Repeat the material in full. Keep every line exactly as it is.
-- Records for the task follows --
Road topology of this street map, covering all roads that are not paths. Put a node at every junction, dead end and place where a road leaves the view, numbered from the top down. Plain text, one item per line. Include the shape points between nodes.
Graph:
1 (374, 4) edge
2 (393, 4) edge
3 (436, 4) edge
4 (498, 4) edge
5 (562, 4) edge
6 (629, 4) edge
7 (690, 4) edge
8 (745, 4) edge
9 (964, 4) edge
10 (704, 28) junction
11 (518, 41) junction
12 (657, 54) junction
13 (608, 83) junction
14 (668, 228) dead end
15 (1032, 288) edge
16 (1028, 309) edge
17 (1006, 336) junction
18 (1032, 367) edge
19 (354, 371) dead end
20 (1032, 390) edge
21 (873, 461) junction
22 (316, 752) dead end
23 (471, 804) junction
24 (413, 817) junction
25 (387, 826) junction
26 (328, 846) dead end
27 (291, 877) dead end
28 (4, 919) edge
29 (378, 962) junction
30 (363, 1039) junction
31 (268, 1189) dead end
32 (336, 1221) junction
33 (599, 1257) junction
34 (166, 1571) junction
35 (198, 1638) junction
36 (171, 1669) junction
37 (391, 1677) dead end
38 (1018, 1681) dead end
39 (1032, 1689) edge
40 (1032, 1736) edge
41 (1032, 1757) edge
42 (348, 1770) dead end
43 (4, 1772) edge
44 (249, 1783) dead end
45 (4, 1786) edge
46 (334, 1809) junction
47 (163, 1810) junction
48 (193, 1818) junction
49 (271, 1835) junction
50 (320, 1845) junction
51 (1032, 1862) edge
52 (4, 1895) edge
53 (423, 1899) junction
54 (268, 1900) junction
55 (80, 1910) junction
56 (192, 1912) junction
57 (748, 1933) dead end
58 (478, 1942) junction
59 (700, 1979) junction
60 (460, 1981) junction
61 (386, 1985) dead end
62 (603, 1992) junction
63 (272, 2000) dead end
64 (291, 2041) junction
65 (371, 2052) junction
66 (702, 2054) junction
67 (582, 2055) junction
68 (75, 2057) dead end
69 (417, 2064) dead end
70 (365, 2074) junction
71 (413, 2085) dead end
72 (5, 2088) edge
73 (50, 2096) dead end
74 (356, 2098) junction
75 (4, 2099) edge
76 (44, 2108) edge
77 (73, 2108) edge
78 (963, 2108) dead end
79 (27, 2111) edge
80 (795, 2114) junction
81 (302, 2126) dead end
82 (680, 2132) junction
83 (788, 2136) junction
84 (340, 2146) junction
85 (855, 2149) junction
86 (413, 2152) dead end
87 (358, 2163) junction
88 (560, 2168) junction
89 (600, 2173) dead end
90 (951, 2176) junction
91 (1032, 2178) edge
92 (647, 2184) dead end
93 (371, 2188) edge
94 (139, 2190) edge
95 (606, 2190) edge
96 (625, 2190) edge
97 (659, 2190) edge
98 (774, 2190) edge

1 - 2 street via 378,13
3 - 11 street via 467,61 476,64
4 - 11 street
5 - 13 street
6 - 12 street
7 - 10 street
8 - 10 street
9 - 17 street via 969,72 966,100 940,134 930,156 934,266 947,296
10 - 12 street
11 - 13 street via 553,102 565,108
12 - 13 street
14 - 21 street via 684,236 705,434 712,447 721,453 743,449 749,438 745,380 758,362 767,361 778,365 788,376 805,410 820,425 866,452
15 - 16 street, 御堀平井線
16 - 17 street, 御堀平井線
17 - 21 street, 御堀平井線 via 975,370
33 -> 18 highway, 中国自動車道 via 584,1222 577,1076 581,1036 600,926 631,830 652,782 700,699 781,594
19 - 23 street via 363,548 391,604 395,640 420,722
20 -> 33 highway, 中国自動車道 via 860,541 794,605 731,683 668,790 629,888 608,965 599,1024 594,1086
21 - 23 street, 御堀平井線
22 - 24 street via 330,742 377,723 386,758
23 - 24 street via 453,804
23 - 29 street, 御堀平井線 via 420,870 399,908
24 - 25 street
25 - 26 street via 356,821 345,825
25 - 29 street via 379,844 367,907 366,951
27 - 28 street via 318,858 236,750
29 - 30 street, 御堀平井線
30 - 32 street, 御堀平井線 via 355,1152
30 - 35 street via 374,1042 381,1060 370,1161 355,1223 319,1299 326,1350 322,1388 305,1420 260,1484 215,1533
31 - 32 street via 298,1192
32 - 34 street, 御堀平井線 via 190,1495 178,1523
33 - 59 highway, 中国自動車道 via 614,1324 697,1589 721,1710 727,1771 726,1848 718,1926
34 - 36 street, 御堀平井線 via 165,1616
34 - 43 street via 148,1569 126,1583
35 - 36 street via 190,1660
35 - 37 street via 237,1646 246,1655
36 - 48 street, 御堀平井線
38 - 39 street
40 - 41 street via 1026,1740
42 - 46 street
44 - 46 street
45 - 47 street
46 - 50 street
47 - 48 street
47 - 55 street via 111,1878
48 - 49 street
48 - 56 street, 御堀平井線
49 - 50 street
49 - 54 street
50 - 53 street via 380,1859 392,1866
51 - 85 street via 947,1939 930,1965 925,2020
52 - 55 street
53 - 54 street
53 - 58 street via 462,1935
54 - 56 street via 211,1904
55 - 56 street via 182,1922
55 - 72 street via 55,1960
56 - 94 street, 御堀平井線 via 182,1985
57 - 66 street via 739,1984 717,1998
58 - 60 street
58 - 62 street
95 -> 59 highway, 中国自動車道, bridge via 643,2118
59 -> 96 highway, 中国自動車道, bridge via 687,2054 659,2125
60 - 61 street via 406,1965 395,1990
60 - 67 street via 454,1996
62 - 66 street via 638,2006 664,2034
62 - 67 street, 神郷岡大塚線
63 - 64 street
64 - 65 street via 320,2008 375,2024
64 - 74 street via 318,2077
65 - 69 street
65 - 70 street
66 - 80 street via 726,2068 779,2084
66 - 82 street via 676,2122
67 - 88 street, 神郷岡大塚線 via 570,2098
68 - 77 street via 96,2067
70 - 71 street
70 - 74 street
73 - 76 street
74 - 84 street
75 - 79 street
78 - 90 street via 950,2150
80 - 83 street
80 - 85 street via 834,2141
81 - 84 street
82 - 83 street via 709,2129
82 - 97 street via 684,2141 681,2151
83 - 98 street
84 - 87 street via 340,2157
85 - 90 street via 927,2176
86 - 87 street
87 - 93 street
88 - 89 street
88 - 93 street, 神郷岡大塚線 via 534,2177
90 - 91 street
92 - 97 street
-- Records for the task concluded --
• _Worked solution_:
Road topology of this street map, covering all roads that are not paths. Put a node at every junction, dead end and place where a road leaves the view, numbered from the top down. Plain text, one item per line. Include the shape points between nodes.
Graph:
1 (374, 4) edge
2 (393, 4) edge
3 (436, 4) edge
4 (498, 4) edge
5 (562, 4) edge
6 (629, 4) edge
7 (690, 4) edge
8 (745, 4) edge
9 (964, 4) edge
10 (704, 28) junction
11 (518, 41) junction
12 (657, 54) junction
13 (608, 83) junction
14 (668, 228) dead end
15 (1032, 288) edge
16 (1028, 309) edge
17 (1006, 336) junction
18 (1032, 367) edge
19 (354, 371) dead end
20 (1032, 390) edge
21 (873, 461) junction
22 (316, 752) dead end
23 (471, 804) junction
24 (413, 817) junction
25 (387, 826) junction
26 (328, 846) dead end
27 (291, 877) dead end
28 (4, 919) edge
29 (378, 962) junction
30 (363, 1039) junction
31 (268, 1189) dead end
32 (336, 1221) junction
33 (599, 1257) junction
34 (166, 1571) junction
35 (198, 1638) junction
36 (171, 1669) junction
37 (391, 1677) dead end
38 (1018, 1681) dead end
39 (1032, 1689) edge
40 (1032, 1736) edge
41 (1032, 1757) edge
42 (348, 1770) dead end
43 (4, 1772) edge
44 (249, 1783) dead end
45 (4, 1786) edge
46 (334, 1809) junction
47 (163, 1810) junction
48 (193, 1818) junction
49 (271, 1835) junction
50 (320, 1845) junction
51 (1032, 1862) edge
52 (4, 1895) edge
53 (423, 1899) junction
54 (268, 1900) junction
55 (80, 1910) junction
56 (192, 1912) junction
57 (748, 1933) dead end
58 (478, 1942) junction
59 (700, 1979) junction
60 (460, 1981) junction
61 (386, 1985) dead end
62 (603, 1992) junction
63 (272, 2000) dead end
64 (291, 2041) junction
65 (371, 2052) junction
66 (702, 2054) junction
67 (582, 2055) junction
68 (75, 2057) dead end
69 (417, 2064) dead end
70 (365, 2074) junction
71 (413, 2085) dead end
72 (5, 2088) edge
73 (50, 2096) dead end
74 (356, 2098) junction
75 (4, 2099) edge
76 (44, 2108) edge
77 (73, 2108) edge
78 (963, 2108) dead end
79 (27, 2111) edge
80 (795, 2114) junction
81 (302, 2126) dead end
82 (680, 2132) junction
83 (788, 2136) junction
84 (340, 2146) junction
85 (855, 2149) junction
86 (413, 2152) dead end
87 (358, 2163) junction
88 (560, 2168) junction
89 (600, 2173) dead end
90 (951, 2176) junction
91 (1032, 2178) edge
92 (647, 2184) dead end
93 (371, 2188) edge
94 (139, 2190) edge
95 (606, 2190) edge
96 (625, 2190) edge
97 (659, 2190) edge
98 (774, 2190) edge

1 - 2 street via 378,13
3 - 11 street via 467,61 476,64
4 - 11 street
5 - 13 street
6 - 12 street
7 - 10 street
8 - 10 street
9 - 17 street via 969,72 966,100 940,134 930,156 934,266 947,296
10 - 12 street
11 - 13 street via 553,102 565,108
12 - 13 street
14 - 21 street via 684,236 705,434 712,447 721,453 743,449 749,438 745,380 758,362 767,361 778,365 788,376 805,410 820,425 866,452
15 - 16 street, 御堀平井線
16 - 17 street, 御堀平井線
17 - 21 street, 御堀平井線 via 975,370
33 -> 18 highway, 中国自動車道 via 584,1222 577,1076 581,1036 600,926 631,830 652,782 700,699 781,594
19 - 23 street via 363,548 391,604 395,640 420,722
20 -> 33 highway, 中国自動車道 via 860,541 794,605 731,683 668,790 629,888 608,965 599,1024 594,1086
21 - 23 street, 御堀平井線
22 - 24 street via 330,742 377,723 386,758
23 - 24 street via 453,804
23 - 29 street, 御堀平井線 via 420,870 399,908
24 - 25 street
25 - 26 street via 356,821 345,825
25 - 29 street via 379,844 367,907 366,951
27 - 28 street via 318,858 236,750
29 - 30 street, 御堀平井線
30 - 32 street, 御堀平井線 via 355,1152
30 - 35 street via 374,1042 381,1060 370,1161 355,1223 319,1299 326,1350 322,1388 305,1420 260,1484 215,1533
31 - 32 street via 298,1192
32 - 34 street, 御堀平井線 via 190,1495 178,1523
33 - 59 highway, 中国自動車道 via 614,1324 697,1589 721,1710 727,1771 726,1848 718,1926
34 - 36 street, 御堀平井線 via 165,1616
34 - 43 street via 148,1569 126,1583
35 - 36 street via 190,1660
35 - 37 street via 237,1646 246,1655
36 - 48 street, 御堀平井線
38 - 39 street
40 - 41 street via 1026,1740
42 - 46 street
44 - 46 street
45 - 47 street
46 - 50 street
47 - 48 street
47 - 55 street via 111,1878
48 - 49 street
48 - 56 street, 御堀平井線
49 - 50 street
49 - 54 street
50 - 53 street via 380,1859 392,1866
51 - 85 street via 947,1939 930,1965 925,2020
52 - 55 street
53 - 54 street
53 - 58 street via 462,1935
54 - 56 street via 211,1904
55 - 56 street via 182,1922
55 - 72 street via 55,1960
56 - 94 street, 御堀平井線 via 182,1985
57 - 66 street via 739,1984 717,1998
58 - 60 street
58 - 62 street
95 -> 59 highway, 中国自動車道, bridge via 643,2118
59 -> 96 highway, 中国自動車道, bridge via 687,2054 659,2125
60 - 61 street via 406,1965 395,1990
60 - 67 street via 454,1996
62 - 66 street via 638,2006 664,2034
62 - 67 street, 神郷岡大塚線
63 - 64 street
64 - 65 street via 320,2008 375,2024
64 - 74 street via 318,2077
65 - 69 street
65 - 70 street
66 - 80 street via 726,2068 779,2084
66 - 82 street via 676,2122
67 - 88 street, 神郷岡大塚線 via 570,2098
68 - 77 street via 96,2067
70 - 71 street
70 - 74 street
73 - 76 street
74 - 84 street
75 - 79 street
78 - 90 street via 950,2150
80 - 83 street
80 - 85 street via 834,2141
81 - 84 street
82 - 83 street via 709,2129
82 - 97 street via 684,2141 681,2151
83 - 98 street
84 - 87 street via 340,2157
85 - 90 street via 927,2176
86 - 87 street
87 - 93 street
88 - 89 street
88 - 93 street, 神郷岡大塚線 via 534,2177
90 - 91 street
92 - 97 street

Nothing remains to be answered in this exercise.